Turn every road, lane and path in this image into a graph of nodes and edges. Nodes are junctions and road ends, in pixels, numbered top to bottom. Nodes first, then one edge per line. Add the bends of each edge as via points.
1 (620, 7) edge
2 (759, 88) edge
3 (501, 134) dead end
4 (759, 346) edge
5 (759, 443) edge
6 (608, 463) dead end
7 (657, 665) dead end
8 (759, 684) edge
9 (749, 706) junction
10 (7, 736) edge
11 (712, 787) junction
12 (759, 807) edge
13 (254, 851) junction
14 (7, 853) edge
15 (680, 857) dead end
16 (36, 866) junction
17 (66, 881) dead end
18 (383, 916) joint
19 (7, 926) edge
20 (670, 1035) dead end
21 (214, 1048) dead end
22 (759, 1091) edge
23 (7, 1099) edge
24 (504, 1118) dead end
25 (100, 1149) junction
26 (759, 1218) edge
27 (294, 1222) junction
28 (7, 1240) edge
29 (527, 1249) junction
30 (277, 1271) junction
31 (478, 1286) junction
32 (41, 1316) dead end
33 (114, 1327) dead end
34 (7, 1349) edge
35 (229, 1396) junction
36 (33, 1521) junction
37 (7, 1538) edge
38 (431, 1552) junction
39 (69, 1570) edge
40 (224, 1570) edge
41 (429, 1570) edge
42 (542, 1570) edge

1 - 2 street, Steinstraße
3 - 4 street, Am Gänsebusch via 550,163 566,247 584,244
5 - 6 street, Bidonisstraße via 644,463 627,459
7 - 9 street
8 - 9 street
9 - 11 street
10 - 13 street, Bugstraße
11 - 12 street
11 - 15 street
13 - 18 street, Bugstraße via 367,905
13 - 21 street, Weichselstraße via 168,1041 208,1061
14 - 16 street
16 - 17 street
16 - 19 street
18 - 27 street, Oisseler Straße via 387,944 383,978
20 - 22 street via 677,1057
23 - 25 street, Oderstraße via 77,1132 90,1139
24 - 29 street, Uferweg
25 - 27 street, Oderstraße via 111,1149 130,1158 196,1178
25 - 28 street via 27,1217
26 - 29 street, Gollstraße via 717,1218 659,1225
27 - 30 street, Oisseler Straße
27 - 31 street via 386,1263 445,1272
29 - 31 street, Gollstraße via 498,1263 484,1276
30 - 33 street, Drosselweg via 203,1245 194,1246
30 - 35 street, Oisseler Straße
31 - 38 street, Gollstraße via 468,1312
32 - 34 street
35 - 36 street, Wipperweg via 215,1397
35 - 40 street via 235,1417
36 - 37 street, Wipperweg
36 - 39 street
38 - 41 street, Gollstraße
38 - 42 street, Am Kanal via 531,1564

### Task to complete
Each line of the entries where the string "dead" occurs should be shown.

### Output below
3 (501, 134) dead end
6 (608, 463) dead end
7 (657, 665) dead end
15 (680, 857) dead end
17 (66, 881) dead end
20 (670, 1035) dead end
21 (214, 1048) dead end
24 (504, 1118) dead end
32 (41, 1316) dead end
33 (114, 1327) dead end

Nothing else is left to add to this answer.